── Provided records

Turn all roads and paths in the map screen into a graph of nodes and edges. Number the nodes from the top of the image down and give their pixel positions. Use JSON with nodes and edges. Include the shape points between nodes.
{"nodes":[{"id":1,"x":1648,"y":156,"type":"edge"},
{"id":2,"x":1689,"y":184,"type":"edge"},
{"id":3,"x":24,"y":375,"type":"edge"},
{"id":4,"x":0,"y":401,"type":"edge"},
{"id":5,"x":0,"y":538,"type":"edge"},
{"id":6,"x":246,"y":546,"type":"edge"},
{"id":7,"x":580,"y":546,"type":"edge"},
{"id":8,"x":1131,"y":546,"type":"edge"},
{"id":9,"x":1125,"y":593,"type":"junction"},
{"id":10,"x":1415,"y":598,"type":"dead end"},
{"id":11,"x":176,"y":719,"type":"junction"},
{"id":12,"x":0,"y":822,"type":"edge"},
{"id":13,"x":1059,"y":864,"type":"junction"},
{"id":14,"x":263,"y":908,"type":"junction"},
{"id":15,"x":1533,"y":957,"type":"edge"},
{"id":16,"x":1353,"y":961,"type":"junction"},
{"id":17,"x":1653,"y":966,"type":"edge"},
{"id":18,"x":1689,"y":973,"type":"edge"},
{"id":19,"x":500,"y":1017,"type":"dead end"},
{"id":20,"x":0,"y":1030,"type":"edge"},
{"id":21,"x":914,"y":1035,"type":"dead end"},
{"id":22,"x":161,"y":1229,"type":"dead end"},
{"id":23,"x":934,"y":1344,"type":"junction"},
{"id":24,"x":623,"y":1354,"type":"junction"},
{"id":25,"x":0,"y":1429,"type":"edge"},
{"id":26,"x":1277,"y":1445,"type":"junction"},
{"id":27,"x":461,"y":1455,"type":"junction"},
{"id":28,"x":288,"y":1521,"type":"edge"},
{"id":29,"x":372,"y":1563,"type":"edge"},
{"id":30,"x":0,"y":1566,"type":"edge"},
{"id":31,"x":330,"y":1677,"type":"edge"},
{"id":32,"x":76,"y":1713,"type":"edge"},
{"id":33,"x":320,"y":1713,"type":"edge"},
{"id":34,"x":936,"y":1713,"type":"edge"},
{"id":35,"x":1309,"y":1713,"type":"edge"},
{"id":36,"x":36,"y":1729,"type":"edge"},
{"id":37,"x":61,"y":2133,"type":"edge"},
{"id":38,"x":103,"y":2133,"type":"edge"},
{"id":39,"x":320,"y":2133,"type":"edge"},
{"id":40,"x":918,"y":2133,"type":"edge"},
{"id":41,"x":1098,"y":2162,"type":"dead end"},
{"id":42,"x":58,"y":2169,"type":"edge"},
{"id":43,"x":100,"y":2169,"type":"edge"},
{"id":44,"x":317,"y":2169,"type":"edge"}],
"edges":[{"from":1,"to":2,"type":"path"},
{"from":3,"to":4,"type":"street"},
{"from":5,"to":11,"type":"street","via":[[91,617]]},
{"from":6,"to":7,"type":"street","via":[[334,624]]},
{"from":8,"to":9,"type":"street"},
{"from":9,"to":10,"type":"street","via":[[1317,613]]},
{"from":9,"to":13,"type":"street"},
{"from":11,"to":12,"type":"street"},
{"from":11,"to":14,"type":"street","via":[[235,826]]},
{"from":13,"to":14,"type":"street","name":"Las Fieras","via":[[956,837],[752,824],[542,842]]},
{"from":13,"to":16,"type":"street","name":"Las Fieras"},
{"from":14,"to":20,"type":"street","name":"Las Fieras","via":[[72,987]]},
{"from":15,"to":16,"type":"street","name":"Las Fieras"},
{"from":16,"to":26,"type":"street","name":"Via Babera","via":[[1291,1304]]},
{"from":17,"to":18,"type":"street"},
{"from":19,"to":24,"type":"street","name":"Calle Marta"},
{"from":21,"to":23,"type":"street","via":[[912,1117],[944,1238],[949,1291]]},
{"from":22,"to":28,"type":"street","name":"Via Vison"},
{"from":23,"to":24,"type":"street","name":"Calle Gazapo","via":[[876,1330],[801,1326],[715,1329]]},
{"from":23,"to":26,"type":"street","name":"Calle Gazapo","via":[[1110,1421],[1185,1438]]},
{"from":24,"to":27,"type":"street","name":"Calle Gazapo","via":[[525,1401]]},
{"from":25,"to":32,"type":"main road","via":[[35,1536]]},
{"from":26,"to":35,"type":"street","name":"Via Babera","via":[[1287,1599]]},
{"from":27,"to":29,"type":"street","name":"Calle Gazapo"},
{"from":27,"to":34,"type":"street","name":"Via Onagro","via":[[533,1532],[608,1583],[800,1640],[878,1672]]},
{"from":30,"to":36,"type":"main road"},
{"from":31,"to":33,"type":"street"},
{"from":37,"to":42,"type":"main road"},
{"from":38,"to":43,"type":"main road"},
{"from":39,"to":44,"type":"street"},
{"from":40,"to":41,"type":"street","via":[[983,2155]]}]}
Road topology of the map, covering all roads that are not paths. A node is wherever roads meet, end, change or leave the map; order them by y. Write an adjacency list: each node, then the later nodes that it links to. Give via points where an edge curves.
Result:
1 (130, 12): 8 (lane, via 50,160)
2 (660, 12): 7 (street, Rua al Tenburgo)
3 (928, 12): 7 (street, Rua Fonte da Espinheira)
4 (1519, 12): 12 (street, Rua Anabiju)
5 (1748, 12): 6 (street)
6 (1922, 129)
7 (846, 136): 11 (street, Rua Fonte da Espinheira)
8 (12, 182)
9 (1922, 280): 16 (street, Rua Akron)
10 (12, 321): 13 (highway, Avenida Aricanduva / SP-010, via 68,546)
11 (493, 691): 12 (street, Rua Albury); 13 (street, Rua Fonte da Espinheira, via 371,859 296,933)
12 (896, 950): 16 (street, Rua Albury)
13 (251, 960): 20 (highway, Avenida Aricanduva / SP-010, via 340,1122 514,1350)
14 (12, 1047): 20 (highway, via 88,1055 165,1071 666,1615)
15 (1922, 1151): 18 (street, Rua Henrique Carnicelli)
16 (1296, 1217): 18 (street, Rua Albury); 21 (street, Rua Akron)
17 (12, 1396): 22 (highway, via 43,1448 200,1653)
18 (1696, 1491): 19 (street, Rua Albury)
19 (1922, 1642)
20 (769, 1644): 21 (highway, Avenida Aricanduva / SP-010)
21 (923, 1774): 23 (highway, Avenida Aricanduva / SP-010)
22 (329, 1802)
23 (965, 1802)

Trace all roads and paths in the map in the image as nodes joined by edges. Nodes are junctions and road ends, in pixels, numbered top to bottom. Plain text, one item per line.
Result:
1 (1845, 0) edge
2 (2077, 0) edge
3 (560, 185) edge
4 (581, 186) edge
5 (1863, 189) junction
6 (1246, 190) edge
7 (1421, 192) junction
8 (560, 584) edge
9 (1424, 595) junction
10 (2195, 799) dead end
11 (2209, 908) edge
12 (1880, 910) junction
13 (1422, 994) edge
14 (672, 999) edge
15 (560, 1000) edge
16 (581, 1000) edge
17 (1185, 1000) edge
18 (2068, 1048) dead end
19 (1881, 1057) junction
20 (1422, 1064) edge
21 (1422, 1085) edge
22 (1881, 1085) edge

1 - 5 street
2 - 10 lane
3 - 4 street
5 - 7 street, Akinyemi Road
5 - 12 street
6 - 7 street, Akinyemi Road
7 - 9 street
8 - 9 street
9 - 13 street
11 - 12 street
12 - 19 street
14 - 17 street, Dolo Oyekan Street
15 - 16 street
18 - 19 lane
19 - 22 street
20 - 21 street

────

Retype all the data verbatim.

** Response area **
Turn all roads and paths in the map screen into a graph of nodes and edges. Number the nodes from the top of the image down and give their pixel positions. Use JSON with nodes and edges. Include the shape points between nodes.
{"nodes":[{"id":1,"x":1648,"y":156,"type":"edge"},
{"id":2,"x":1689,"y":184,"type":"edge"},
{"id":3,"x":24,"y":375,"type":"edge"},
{"id":4,"x":0,"y":401,"type":"edge"},
{"id":5,"x":0,"y":538,"type":"edge"},
{"id":6,"x":246,"y":546,"type":"edge"},
{"id":7,"x":580,"y":546,"type":"edge"},
{"id":8,"x":1131,"y":546,"type":"edge"},
{"id":9,"x":1125,"y":593,"type":"junction"},
{"id":10,"x":1415,"y":598,"type":"dead end"},
{"id":11,"x":176,"y":719,"type":"junction"},
{"id":12,"x":0,"y":822,"type":"edge"},
{"id":13,"x":1059,"y":864,"type":"junction"},
{"id":14,"x":263,"y":908,"type":"junction"},
{"id":15,"x":1533,"y":957,"type":"edge"},
{"id":16,"x":1353,"y":961,"type":"junction"},
{"id":17,"x":1653,"y":966,"type":"edge"},
{"id":18,"x":1689,"y":973,"type":"edge"},
{"id":19,"x":500,"y":1017,"type":"dead end"},
{"id":20,"x":0,"y":1030,"type":"edge"},
{"id":21,"x":914,"y":1035,"type":"dead end"},
{"id":22,"x":161,"y":1229,"type":"dead end"},
{"id":23,"x":934,"y":1344,"type":"junction"},
{"id":24,"x":623,"y":1354,"type":"junction"},
{"id":25,"x":0,"y":1429,"type":"edge"},
{"id":26,"x":1277,"y":1445,"type":"junction"},
{"id":27,"x":461,"y":1455,"type":"junction"},
{"id":28,"x":288,"y":1521,"type":"edge"},
{"id":29,"x":372,"y":1563,"type":"edge"},
{"id":30,"x":0,"y":1566,"type":"edge"},
{"id":31,"x":330,"y":1677,"type":"edge"},
{"id":32,"x":76,"y":1713,"type":"edge"},
{"id":33,"x":320,"y":1713,"type":"edge"},
{"id":34,"x":936,"y":1713,"type":"edge"},
{"id":35,"x":1309,"y":1713,"type":"edge"},
{"id":36,"x":36,"y":1729,"type":"edge"},
{"id":37,"x":61,"y":2133,"type":"edge"},
{"id":38,"x":103,"y":2133,"type":"edge"},
{"id":39,"x":320,"y":2133,"type":"edge"},
{"id":40,"x":918,"y":2133,"type":"edge"},
{"id":41,"x":1098,"y":2162,"type":"dead end"},
{"id":42,"x":58,"y":2169,"type":"edge"},
{"id":43,"x":100,"y":2169,"type":"edge"},
{"id":44,"x":317,"y":2169,"type":"edge"}],
"edges":[{"from":1,"to":2,"type":"path"},
{"from":3,"to":4,"type":"street"},
{"from":5,"to":11,"type":"street","via":[[91,617]]},
{"from":6,"to":7,"type":"street","via":[[334,624]]},
{"from":8,"to":9,"type":"street"},
{"from":9,"to":10,"type":"street","via":[[1317,613]]},
{"from":9,"to":13,"type":"street"},
{"from":11,"to":12,"type":"street"},
{"from":11,"to":14,"type":"street","via":[[235,826]]},
{"from":13,"to":14,"type":"street","name":"Las Fieras","via":[[956,837],[752,824],[542,842]]},
{"from":13,"to":16,"type":"street","name":"Las Fieras"},
{"from":14,"to":20,"type":"street","name":"Las Fieras","via":[[72,987]]},
{"from":15,"to":16,"type":"street","name":"Las Fieras"},
{"from":16,"to":26,"type":"street","name":"Via Babera","via":[[1291,1304]]},
{"from":17,"to":18,"type":"street"},
{"from":19,"to":24,"type":"street","name":"Calle Marta"},
{"from":21,"to":23,"type":"street","via":[[912,1117],[944,1238],[949,1291]]},
{"from":22,"to":28,"type":"street","name":"Via Vison"},
{"from":23,"to":24,"type":"street","name":"Calle Gazapo","via":[[876,1330],[801,1326],[715,1329]]},
{"from":23,"to":26,"type":"street","name":"Calle Gazapo","via":[[1110,1421],[1185,1438]]},
{"from":24,"to":27,"type":"street","name":"Calle Gazapo","via":[[525,1401]]},
{"from":25,"to":32,"type":"main road","via":[[35,1536]]},
{"from":26,"to":35,"type":"street","name":"Via Babera","via":[[1287,1599]]},
{"from":27,"to":29,"type":"street","name":"Calle Gazapo"},
{"from":27,"to":34,"type":"street","name":"Via Onagro","via":[[533,1532],[608,1583],[800,1640],[878,1672]]},
{"from":30,"to":36,"type":"main road"},
{"from":31,"to":33,"type":"street"},
{"from":37,"to":42,"type":"main road"},
{"from":38,"to":43,"type":"main road"},
{"from":39,"to":44,"type":"street"},
{"from":40,"to":41,"type":"street","via":[[983,2155]]}]}
Road topology of the map, covering all roads that are not paths. A node is wherever roads meet, end, change or leave the map; order them by y. Write an adjacency list: each node, then the later nodes that it links to. Give via points where an edge curves.
Result:
1 (130, 12): 8 (lane, via 50,160)
2 (660, 12): 7 (street, Rua al Tenburgo)
3 (928, 12): 7 (street, Rua Fonte da Espinheira)
4 (1519, 12): 12 (street, Rua Anabiju)
5 (1748, 12): 6 (street)
6 (1922, 129)
7 (846, 136): 11 (street, Rua Fonte da Espinheira)
8 (12, 182)
9 (1922, 280): 16 (street, Rua Akron)
10 (12, 321): 13 (highway, Avenida Aricanduva / SP-010, via 68,546)
11 (493, 691): 12 (street, Rua Albury); 13 (street, Rua Fonte da Espinheira, via 371,859 296,933)
12 (896, 950): 16 (street, Rua Albury)
13 (251, 960): 20 (highway, Avenida Aricanduva / SP-010, via 340,1122 514,1350)
14 (12, 1047): 20 (highway, via 88,1055 165,1071 666,1615)
15 (1922, 1151): 18 (street, Rua Henrique Carnicelli)
16 (1296, 1217): 18 (street, Rua Albury); 21 (street, Rua Akron)
17 (12, 1396): 22 (highway, via 43,1448 200,1653)
18 (1696, 1491): 19 (street, Rua Albury)
19 (1922, 1642)
20 (769, 1644): 21 (highway, Avenida Aricanduva / SP-010)
21 (923, 1774): 23 (highway, Avenida Aricanduva / SP-010)
22 (329, 1802)
23 (965, 1802)

Trace all roads and paths in the map in the image as nodes joined by edges. Nodes are junctions and road ends, in pixels, numbered top to bottom. Plain text, one item per line.
Result:
1 (1845, 0) edge
2 (2077, 0) edge
3 (560, 185) edge
4 (581, 186) edge
5 (1863, 189) junction
6 (1246, 190) edge
7 (1421, 192) junction
8 (560, 584) edge
9 (1424, 595) junction
10 (2195, 799) dead end
11 (2209, 908) edge
12 (1880, 910) junction
13 (1422, 994) edge
14 (672, 999) edge
15 (560, 1000) edge
16 (581, 1000) edge
17 (1185, 1000) edge
18 (2068, 1048) dead end
19 (1881, 1057) junction
20 (1422, 1064) edge
21 (1422, 1085) edge
22 (1881, 1085) edge

1 - 5 street
2 - 10 lane
3 - 4 street
5 - 7 street, Akinyemi Road
5 - 12 street
6 - 7 street, Akinyemi Road
7 - 9 street
8 - 9 street
9 - 13 street
11 - 12 street
12 - 19 street
14 - 17 street, Dolo Oyekan Street
15 - 16 street
18 - 19 lane
19 - 22 street
20 - 21 street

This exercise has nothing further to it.